=== Section Start ===

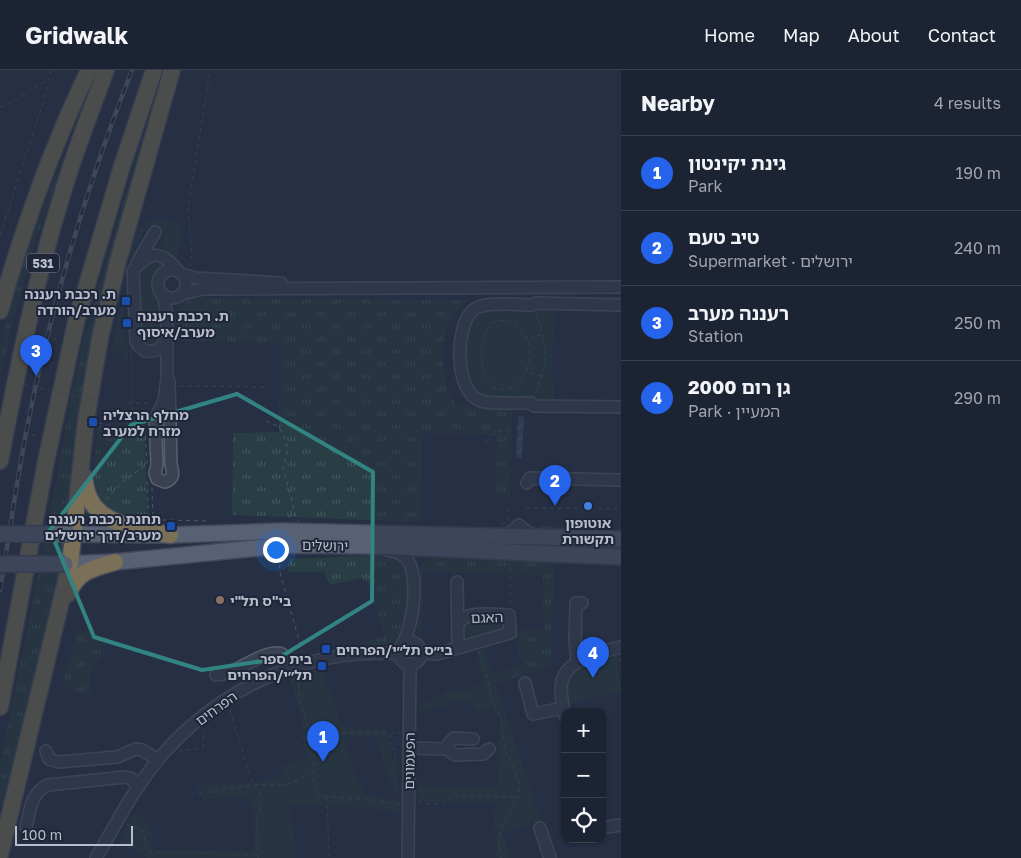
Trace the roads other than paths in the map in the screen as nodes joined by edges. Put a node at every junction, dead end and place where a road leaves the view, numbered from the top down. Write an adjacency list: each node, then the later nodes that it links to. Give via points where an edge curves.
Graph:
1 (89, 70): 13 (highway, via 22,234)
2 (106, 70): 21 (highway, 531, via 62,194 44,257)
3 (154, 70): 46 (highway, via 76,322 28,548)
4 (172, 70): 20 (highway, via 100,338)
5 (155, 232): 6 (street)
6 (133, 271): 7 (street, via 146,258 159,255); 15 (street, via 138,345 145,351 158,350 162,348)
7 (183, 274): 9 (street); 10 (street, via 170,270 162,274 158,282); 11 (street, via 185,286)
8 (621, 287): 9 (street)
9 (343, 288): 11 (street, via 203,289)
10 (160, 291): 11 (street, via 171,298); 14 (street)
11 (181, 294): 14 (street)
12 (621, 304): 17 (street, via 483,305 472,310 465,321 459,350 464,381 470,394 480,402)
13 (0, 311)
14 (167, 317): 15 (street)
15 (167, 333): 16 (street)
16 (170, 382): 16 (street, via 164,401 155,419 155,473 157,479 165,482 173,474)
17 (621, 407)
18 (582, 411): 19 (street)
19 (621, 412)
20 (81, 460): 25 (highway); 26 (highway, via 87,494 97,510 134,528)
21 (0, 461)
22 (621, 480): 23 (street, via 530,478)
23 (526, 483)
24 (0, 534): 25 (main road, ירושלים, bridge)
25 (71, 534): 26 (main road, ירושלים); 32 (highway)
26 (170, 535): 27 (main road, ירושלים, via 282,531)
27 (621, 539)
28 (376, 546): 29 (main road, ירושלים); 30 (main road, ירושלים, via 276,545); 39 (street, via 406,557 413,569 409,631)
29 (621, 557)
30 (115, 562): 32 (main road, ירושלים); 35 (highway, via 76,578)
31 (0, 564): 32 (main road, ירושלים, bridge)
32 (67, 564): 35 (highway)
33 (457, 582): 36 (street, האגם)
34 (582, 603): 41 (street, via 576,603)
35 (57, 617): 60 (highway)
36 (458, 625): 38 (street, האגם); 38 (street, האגם, via 471,615 510,615 510,633)
37 (621, 647): 41 (street)
38 (458, 648): 40 (street, האגם, via 438,654)
39 (401, 649): 40 (street, via 409,642 416,644); 42 (street, via 403,661); 43 (street, הפרחים, via 356,654)
40 (421, 653): 42 (street, via 418,660)
41 (577, 662): 47 (street, via 565,671 561,682)
42 (410, 664): 50 (street, הפעמונים)
43 (286, 670): 44 (street, via 282,654 277,652 229,673); 54 (street, הפרחים, via 236,692 210,710)
44 (216, 675)
45 (525, 683): 48 (street, via 533,714)
46 (0, 707)
47 (563, 708)
48 (561, 712)
49 (473, 739): 51 (street, via 454,738)
50 (409, 748): 51 (street); 62 (street, הפעמונים)
51 (447, 749): 52 (street, via 455,755 483,754)
52 (489, 749)
53 (46, 751): 54 (street, via 49,758 59,762 117,757 136,749)
54 (158, 760): 55 (street, הפרחים)
55 (140, 786): 57 (street, via 125,777 48,785 36,794); 61 (street, הפרחים)
56 (621, 825): 58 (street)
57 (26, 827)
58 (606, 827)
59 (540, 828): 63 (street)
60 (0, 855)
61 (96, 858)
62 (408, 858)
63 (550, 858)

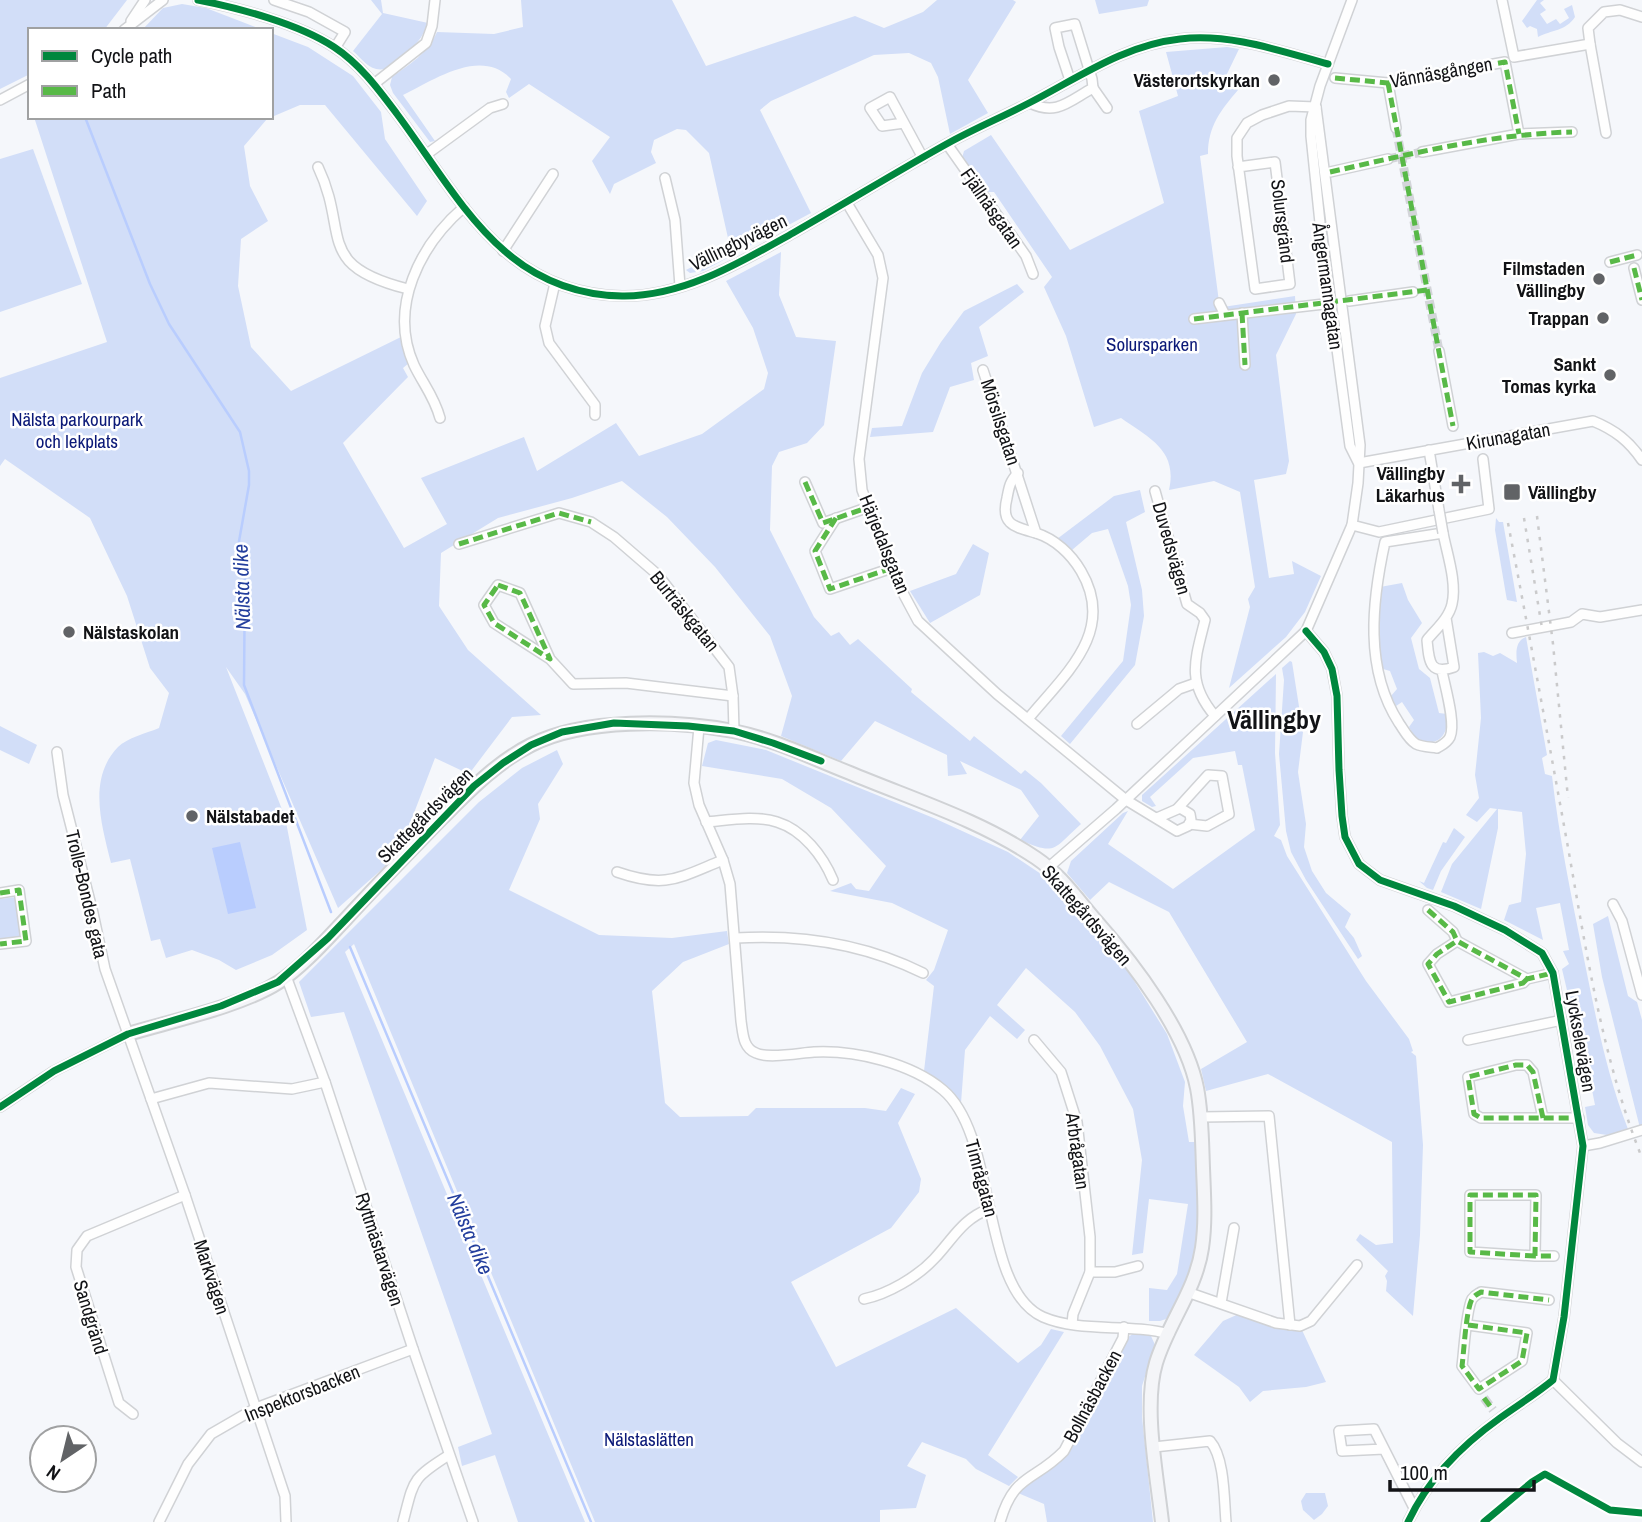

=== Section End ===

- _EXERCISE_
Retype the data in full. Images do not go in the copy.

- _SOLUTION TO THIS EXERCISE_
Trace the roads other than paths in the map in the screen as nodes joined by edges. Put a node at every junction, dead end and place where a road leaves the view, numbered from the top down. Write an adjacency list: each node, then the later nodes that it links to. Give via points where an edge curves.
Graph:
1 (89, 70): 13 (highway, via 22,234)
2 (106, 70): 21 (highway, 531, via 62,194 44,257)
3 (154, 70): 46 (highway, via 76,322 28,548)
4 (172, 70): 20 (highway, via 100,338)
5 (155, 232): 6 (street)
6 (133, 271): 7 (street, via 146,258 159,255); 15 (street, via 138,345 145,351 158,350 162,348)
7 (183, 274): 9 (street); 10 (street, via 170,270 162,274 158,282); 11 (street, via 185,286)
8 (621, 287): 9 (street)
9 (343, 288): 11 (street, via 203,289)
10 (160, 291): 11 (street, via 171,298); 14 (street)
11 (181, 294): 14 (street)
12 (621, 304): 17 (street, via 483,305 472,310 465,321 459,350 464,381 470,394 480,402)
13 (0, 311)
14 (167, 317): 15 (street)
15 (167, 333): 16 (street)
16 (170, 382): 16 (street, via 164,401 155,419 155,473 157,479 165,482 173,474)
17 (621, 407)
18 (582, 411): 19 (street)
19 (621, 412)
20 (81, 460): 25 (highway); 26 (highway, via 87,494 97,510 134,528)
21 (0, 461)
22 (621, 480): 23 (street, via 530,478)
23 (526, 483)
24 (0, 534): 25 (main road, ירושלים, bridge)
25 (71, 534): 26 (main road, ירושלים); 32 (highway)
26 (170, 535): 27 (main road, ירושלים, via 282,531)
27 (621, 539)
28 (376, 546): 29 (main road, ירושלים); 30 (main road, ירושלים, via 276,545); 39 (street, via 406,557 413,569 409,631)
29 (621, 557)
30 (115, 562): 32 (main road, ירושלים); 35 (highway, via 76,578)
31 (0, 564): 32 (main road, ירושלים, bridge)
32 (67, 564): 35 (highway)
33 (457, 582): 36 (street, האגם)
34 (582, 603): 41 (street, via 576,603)
35 (57, 617): 60 (highway)
36 (458, 625): 38 (street, האגם); 38 (street, האגם, via 471,615 510,615 510,633)
37 (621, 647): 41 (street)
38 (458, 648): 40 (street, האגם, via 438,654)
39 (401, 649): 40 (street, via 409,642 416,644); 42 (street, via 403,661); 43 (street, הפרחים, via 356,654)
40 (421, 653): 42 (street, via 418,660)
41 (577, 662): 47 (street, via 565,671 561,682)
42 (410, 664): 50 (street, הפעמונים)
43 (286, 670): 44 (street, via 282,654 277,652 229,673); 54 (street, הפרחים, via 236,692 210,710)
44 (216, 675)
45 (525, 683): 48 (street, via 533,714)
46 (0, 707)
47 (563, 708)
48 (561, 712)
49 (473, 739): 51 (street, via 454,738)
50 (409, 748): 51 (street); 62 (street, הפעמונים)
51 (447, 749): 52 (street, via 455,755 483,754)
52 (489, 749)
53 (46, 751): 54 (street, via 49,758 59,762 117,757 136,749)
54 (158, 760): 55 (street, הפרחים)
55 (140, 786): 57 (street, via 125,777 48,785 36,794); 61 (street, הפרחים)
56 (621, 825): 58 (street)
57 (26, 827)
58 (606, 827)
59 (540, 828): 63 (street)
60 (0, 855)
61 (96, 858)
62 (408, 858)
63 (550, 858)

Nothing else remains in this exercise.